TO DO: Leaving the images out, output each entry below exactly.
[Opening THE DATA section]
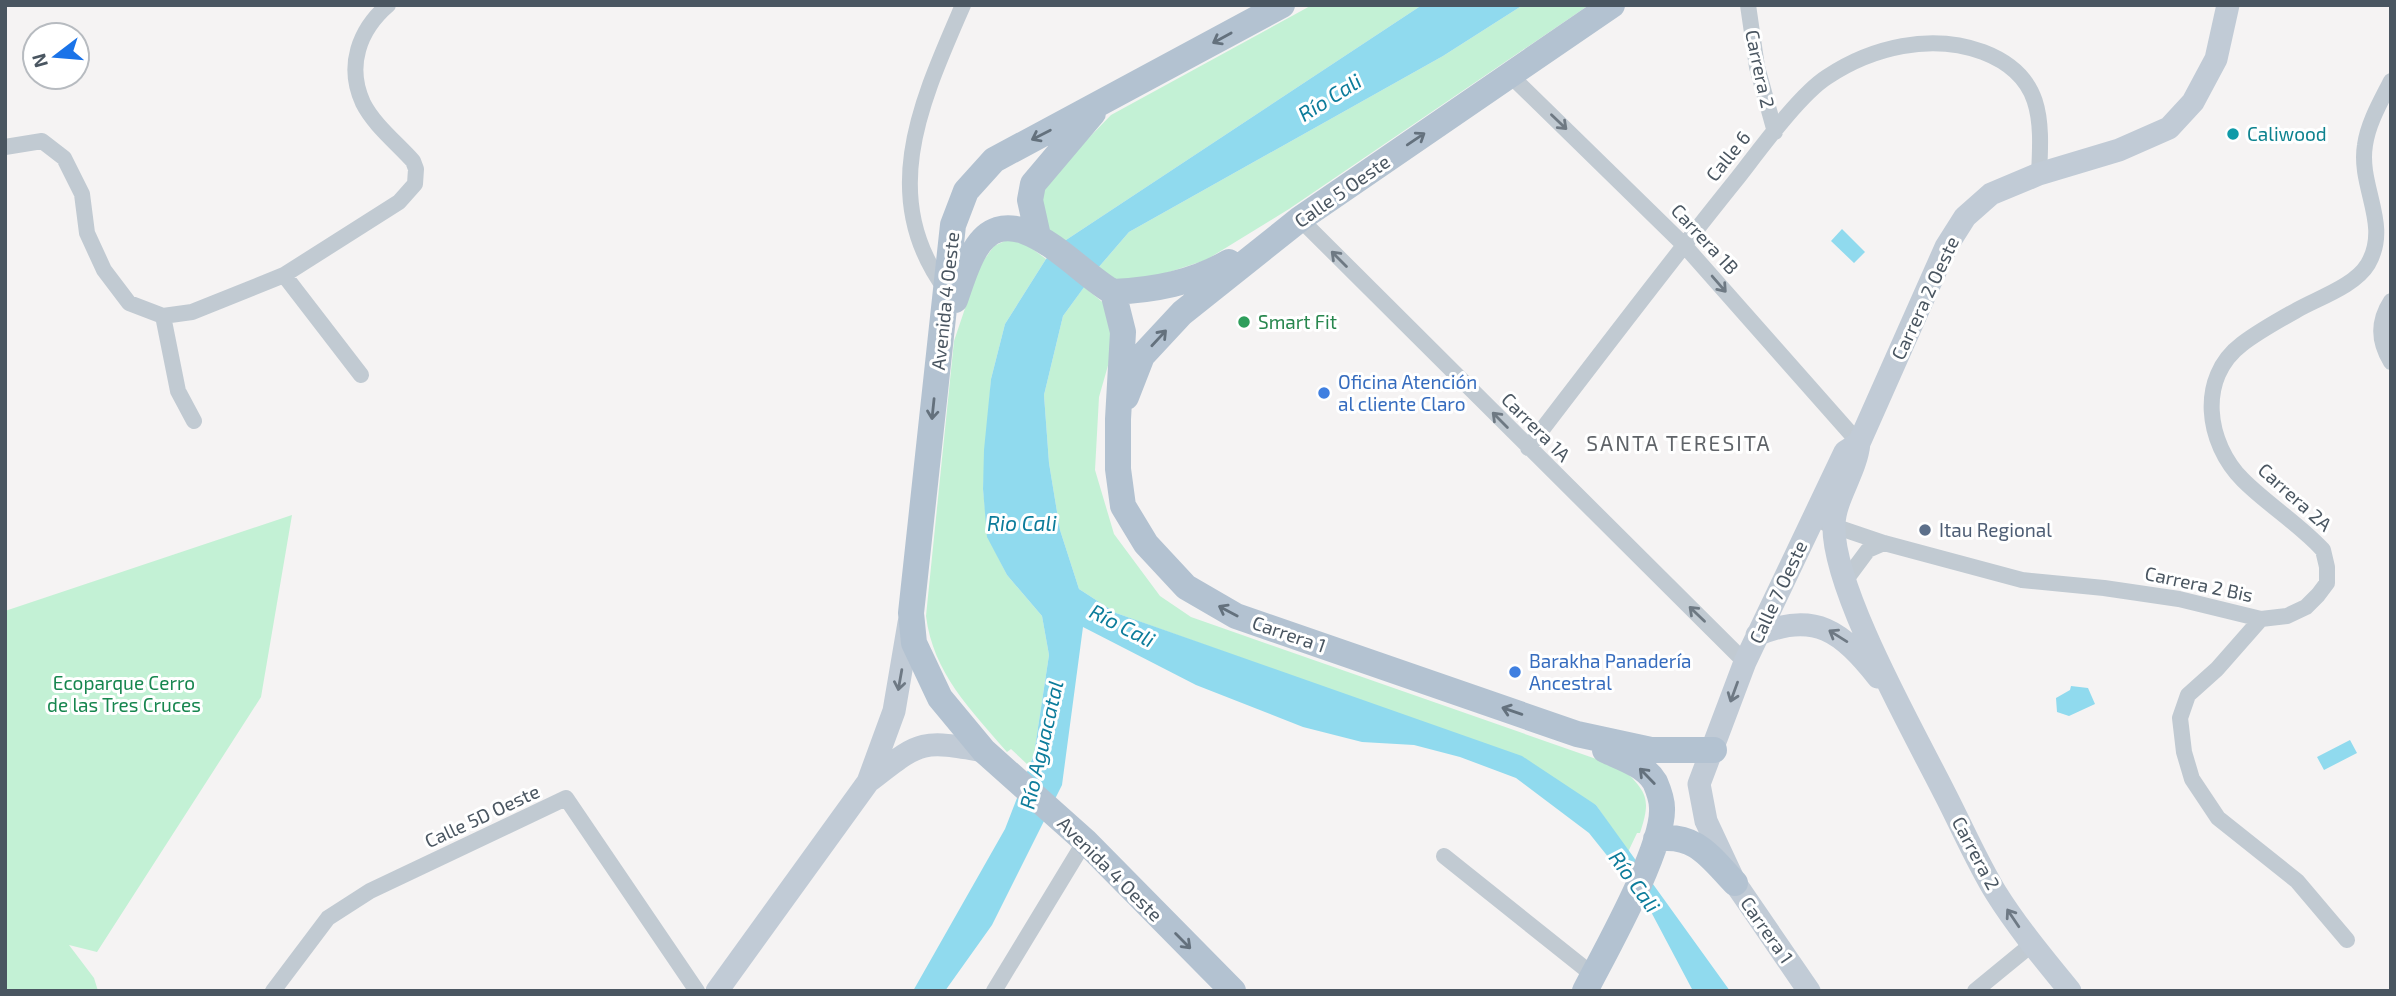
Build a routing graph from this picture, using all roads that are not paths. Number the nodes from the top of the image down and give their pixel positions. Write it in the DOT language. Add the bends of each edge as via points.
graph roads {
  1 [pos="388,5"];
  2 [pos="963,5"];
  3 [pos="1282,5"];
  4 [pos="1612,5"];
  5 [pos="1748,5"];
  6 [pos="2228,5"];
  7 [pos="1510,75"];
  8 [pos="2391,81"];
  9 [pos="1101,104"];
  10 [pos="1774,132"];
  11 [pos="5,147"];
  12 [pos="2039,174"];
  13 [pos="1300,219"];
  14 [pos="1043,239"];
  15 [pos="1684,245"];
  16 [pos="2384,246"];
  17 [pos="284,275"];
  18 [pos="1107,289"];
  19 [pos="946,290"];
  20 [pos="2391,301"];
  21 [pos="163,316"];
  22 [pos="941,341"];
  23 [pos="2391,362"];
  24 [pos="360,375"];
  25 [pos="1118,419"];
  26 [pos="194,421"];
  27 [pos="1859,443"];
  28 [pos="1528,448"];
  29 [pos="1810,524"];
  30 [pos="1833,525"];
  31 [pos="1884,543"];
  32 [pos="1845,581"];
  33 [pos="911,613"];
  34 [pos="2261,619"];
  35 [pos="1757,635"];
  36 [pos="1745,662"];
  37 [pos="1899,705"];
  38 [pos="1577,734"];
  39 [pos="1714,750"];
  40 [pos="992,757"];
  41 [pos="868,782"];
  42 [pos="1084,841"];
  43 [pos="1654,844"];
  44 [pos="1444,856"];
  45 [pos="1735,883"];
  46 [pos="2347,940"];
  47 [pos="2031,945"];
  48 [pos="1589,983"];
  49 [pos="273,991"];
  50 [pos="697,991"];
  51 [pos="717,991"];
  52 [pos="994,991"];
  53 [pos="1233,991"];
  54 [pos="1810,991"];
  55 [pos="1975,991"];
  56 [pos="2070,991"];
  1 -- 17 [label="street" via="360,38 355,71 363,103 413,161 415,184 399,202"];
  2 -- 19 [label="street" via="932,77 918,124 908,199 925,257"];
  3 -- 9 [label="main road, Avenida 4 Oeste, one-way"];
  4 -- 7 [label="main road, Calle 5 Oeste"];
  5 -- 10 [label="street, Carrera 2"];
  6 -- 12 [label="street, Carrera 2 Oeste" via="2216,59 2193,102 2169,128 2119,150"];
  13 -- 7 [label="main road, Calle 5 Oeste, one-way"];
  7 -- 15 [label="street, Carrera 1B, one-way"];
  8 -- 16 [label="street, Carrera 2A" via="2365,146 2365,176"];
  9 -- 14 [label="main road" via="1033,184 1030,201"];
  9 -- 19 [label="main road, Avenida 4 Oeste, one-way" via="994,160 966,191 953,225"];
  10 -- 12 [label="street, Calle 6" via="1823,79 1851,61 1884,49 1957,44 2001,60 2018,71 2030,88 2042,123"];
  10 -- 15 [label="street, Calle 6"];
  11 -- 21 [label="street" via="42,141 64,158 82,194 87,233 104,270 130,303"];
  12 -- 27 [label="street, Carrera 2 Oeste" via="1991,194 1965,217 1946,247"];
  13 -- 18 [label="main road" via="1208,274 1153,290"];
  25 -- 13 [label="main road, Calle 5 Oeste, one-way" via="1142,356 1182,313"];
  28 -- 13 [label="street, Carrera 1A, one-way"];
  14 -- 18 [label="main road"];
  14 -- 22 [label="main road" via="1021,228 1006,228 983,238 969,260"];
  15 -- 27 [label="street, Carrera 1B, one-way"];
  15 -- 28 [label="street, Calle 6"];
  16 -- 34 [label="street, Carrera 2A" via="2345,284 2241,345 2214,382 2213,432 2223,454 2242,479 2323,550 2327,567 2327,583 2306,607 2287,616"];
  17 -- 21 [label="street" via="192,312"];
  17 -- 24 [label="street"];
  18 -- 25 [label="main road, Carrera 1" via="1123,332"];
  19 -- 22 [label="main road, Avenida 4 Oeste"];
  20 -- 23 [label="street" via="2380,324"];
  21 -- 26 [label="street" via="178,391"];
  22 -- 33 [label="main road, Avenida 4 Oeste, one-way"];
  38 -- 25 [label="main road, Carrera 1, one-way" via="1236,616 1186,587 1146,544 1123,506"];
  27 -- 29 [label="street, Calle 7 Oeste" via="1844,452"];
  27 -- 30 [label="street, Carrera 2 Oeste" via="1857,461"];
  36 -- 28 [label="street, Carrera 1A, one-way"];
  29 -- 30 [label="street, Carrera 2 Bis"];
  29 -- 35 [label="street, Calle 7 Oeste"];
  30 -- 31 [label="street, Carrera 2 Bis"];
  30 -- 32 [label="street, Carrera 2"];
  31 -- 32 [label="street" via="1868,550"];
  31 -- 34 [label="street, Carrera 2 Bis" via="2022,580 2154,596"];
  32 -- 37 [label="street, Carrera 2"];
  33 -- 40 [label="main road, Avenida 4 Oeste" via="914,643 940,698"];
  33 -- 41 [label="street, Avenida 4 Oeste, one-way" via="894,711"];
  34 -- 46 [label="street, Carrera 2 Bis" via="2188,695 2180,718 2184,752 2192,779 2218,818 2303,886"];
  35 -- 36 [label="street, Calle 7 Oeste"];
  37 -- 35 [label="street, Carrera 2, one-way" via="1849,642 1833,631 1799,623 1782,624"];
  36 -- 39 [label="street, Calle 7 Oeste, one-way"];
  47 -- 37 [label="street, Carrera 2, one-way" via="1996,892"];
  38 -- 39 [label="main road" via="1651,750"];
  43 -- 38 [label="main road, one-way" via="1662,808 1654,780"];
  39 -- 45 [label="street, Carrera 1" via="1699,784 1700,801"];
  40 -- 41 [label="street, Avenida 4 Oeste" via="941,742 911,748"];
  40 -- 42 [label="main road, Avenida 4 Oeste"];
  41 -- 51 [label="street, Avenida 4 Oeste"];
  42 -- 52 [label="street"];
  42 -- 53 [label="main road, Avenida 4 Oeste, one-way"];
  43 -- 45 [label="main road" via="1687,839"];
  43 -- 48 [label="main road" via="1614,940"];
  44 -- 48 [label="street"];
  45 -- 54 [label="street, Carrera 1"];
  47 -- 55 [label="street"];
  47 -- 56 [label="street, Carrera 2"];
  49 -- 50 [label="street, Calle 5D Oeste" via="328,918 359,898 566,799"];
}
[Closing THE DATA section]
YOUR RESPONSE:
Build a routing graph from this picture, using all roads that are not paths. Number the nodes from the top of the image down and give their pixel positions. Write it in the DOT language. Add the bends of each edge as via points.
graph roads {
  1 [pos="388,5"];
  2 [pos="963,5"];
  3 [pos="1282,5"];
  4 [pos="1612,5"];
  5 [pos="1748,5"];
  6 [pos="2228,5"];
  7 [pos="1510,75"];
  8 [pos="2391,81"];
  9 [pos="1101,104"];
  10 [pos="1774,132"];
  11 [pos="5,147"];
  12 [pos="2039,174"];
  13 [pos="1300,219"];
  14 [pos="1043,239"];
  15 [pos="1684,245"];
  16 [pos="2384,246"];
  17 [pos="284,275"];
  18 [pos="1107,289"];
  19 [pos="946,290"];
  20 [pos="2391,301"];
  21 [pos="163,316"];
  22 [pos="941,341"];
  23 [pos="2391,362"];
  24 [pos="360,375"];
  25 [pos="1118,419"];
  26 [pos="194,421"];
  27 [pos="1859,443"];
  28 [pos="1528,448"];
  29 [pos="1810,524"];
  30 [pos="1833,525"];
  31 [pos="1884,543"];
  32 [pos="1845,581"];
  33 [pos="911,613"];
  34 [pos="2261,619"];
  35 [pos="1757,635"];
  36 [pos="1745,662"];
  37 [pos="1899,705"];
  38 [pos="1577,734"];
  39 [pos="1714,750"];
  40 [pos="992,757"];
  41 [pos="868,782"];
  42 [pos="1084,841"];
  43 [pos="1654,844"];
  44 [pos="1444,856"];
  45 [pos="1735,883"];
  46 [pos="2347,940"];
  47 [pos="2031,945"];
  48 [pos="1589,983"];
  49 [pos="273,991"];
  50 [pos="697,991"];
  51 [pos="717,991"];
  52 [pos="994,991"];
  53 [pos="1233,991"];
  54 [pos="1810,991"];
  55 [pos="1975,991"];
  56 [pos="2070,991"];
  1 -- 17 [label="street" via="360,38 355,71 363,103 413,161 415,184 399,202"];
  2 -- 19 [label="street" via="932,77 918,124 908,199 925,257"];
  3 -- 9 [label="main road, Avenida 4 Oeste, one-way"];
  4 -- 7 [label="main road, Calle 5 Oeste"];
  5 -- 10 [label="street, Carrera 2"];
  6 -- 12 [label="street, Carrera 2 Oeste" via="2216,59 2193,102 2169,128 2119,150"];
  13 -- 7 [label="main road, Calle 5 Oeste, one-way"];
  7 -- 15 [label="street, Carrera 1B, one-way"];
  8 -- 16 [label="street, Carrera 2A" via="2365,146 2365,176"];
  9 -- 14 [label="main road" via="1033,184 1030,201"];
  9 -- 19 [label="main road, Avenida 4 Oeste, one-way" via="994,160 966,191 953,225"];
  10 -- 12 [label="street, Calle 6" via="1823,79 1851,61 1884,49 1957,44 2001,60 2018,71 2030,88 2042,123"];
  10 -- 15 [label="street, Calle 6"];
  11 -- 21 [label="street" via="42,141 64,158 82,194 87,233 104,270 130,303"];
  12 -- 27 [label="street, Carrera 2 Oeste" via="1991,194 1965,217 1946,247"];
  13 -- 18 [label="main road" via="1208,274 1153,290"];
  25 -- 13 [label="main road, Calle 5 Oeste, one-way" via="1142,356 1182,313"];
  28 -- 13 [label="street, Carrera 1A, one-way"];
  14 -- 18 [label="main road"];
  14 -- 22 [label="main road" via="1021,228 1006,228 983,238 969,260"];
  15 -- 27 [label="street, Carrera 1B, one-way"];
  15 -- 28 [label="street, Calle 6"];
  16 -- 34 [label="street, Carrera 2A" via="2345,284 2241,345 2214,382 2213,432 2223,454 2242,479 2323,550 2327,567 2327,583 2306,607 2287,616"];
  17 -- 21 [label="street" via="192,312"];
  17 -- 24 [label="street"];
  18 -- 25 [label="main road, Carrera 1" via="1123,332"];
  19 -- 22 [label="main road, Avenida 4 Oeste"];
  20 -- 23 [label="street" via="2380,324"];
  21 -- 26 [label="street" via="178,391"];
  22 -- 33 [label="main road, Avenida 4 Oeste, one-way"];
  38 -- 25 [label="main road, Carrera 1, one-way" via="1236,616 1186,587 1146,544 1123,506"];
  27 -- 29 [label="street, Calle 7 Oeste" via="1844,452"];
  27 -- 30 [label="street, Carrera 2 Oeste" via="1857,461"];
  36 -- 28 [label="street, Carrera 1A, one-way"];
  29 -- 30 [label="street, Carrera 2 Bis"];
  29 -- 35 [label="street, Calle 7 Oeste"];
  30 -- 31 [label="street, Carrera 2 Bis"];
  30 -- 32 [label="street, Carrera 2"];
  31 -- 32 [label="street" via="1868,550"];
  31 -- 34 [label="street, Carrera 2 Bis" via="2022,580 2154,596"];
  32 -- 37 [label="street, Carrera 2"];
  33 -- 40 [label="main road, Avenida 4 Oeste" via="914,643 940,698"];
  33 -- 41 [label="street, Avenida 4 Oeste, one-way" via="894,711"];
  34 -- 46 [label="street, Carrera 2 Bis" via="2188,695 2180,718 2184,752 2192,779 2218,818 2303,886"];
  35 -- 36 [label="street, Calle 7 Oeste"];
  37 -- 35 [label="street, Carrera 2, one-way" via="1849,642 1833,631 1799,623 1782,624"];
  36 -- 39 [label="street, Calle 7 Oeste, one-way"];
  47 -- 37 [label="street, Carrera 2, one-way" via="1996,892"];
  38 -- 39 [label="main road" via="1651,750"];
  43 -- 38 [label="main road, one-way" via="1662,808 1654,780"];
  39 -- 45 [label="street, Carrera 1" via="1699,784 1700,801"];
  40 -- 41 [label="street, Avenida 4 Oeste" via="941,742 911,748"];
  40 -- 42 [label="main road, Avenida 4 Oeste"];
  41 -- 51 [label="street, Avenida 4 Oeste"];
  42 -- 52 [label="street"];
  42 -- 53 [label="main road, Avenida 4 Oeste, one-way"];
  43 -- 45 [label="main road" via="1687,839"];
  43 -- 48 [label="main road" via="1614,940"];
  44 -- 48 [label="street"];
  45 -- 54 [label="street, Carrera 1"];
  47 -- 55 [label="street"];
  47 -- 56 [label="street, Carrera 2"];
  49 -- 50 [label="street, Calle 5D Oeste" via="328,918 359,898 566,799"];
}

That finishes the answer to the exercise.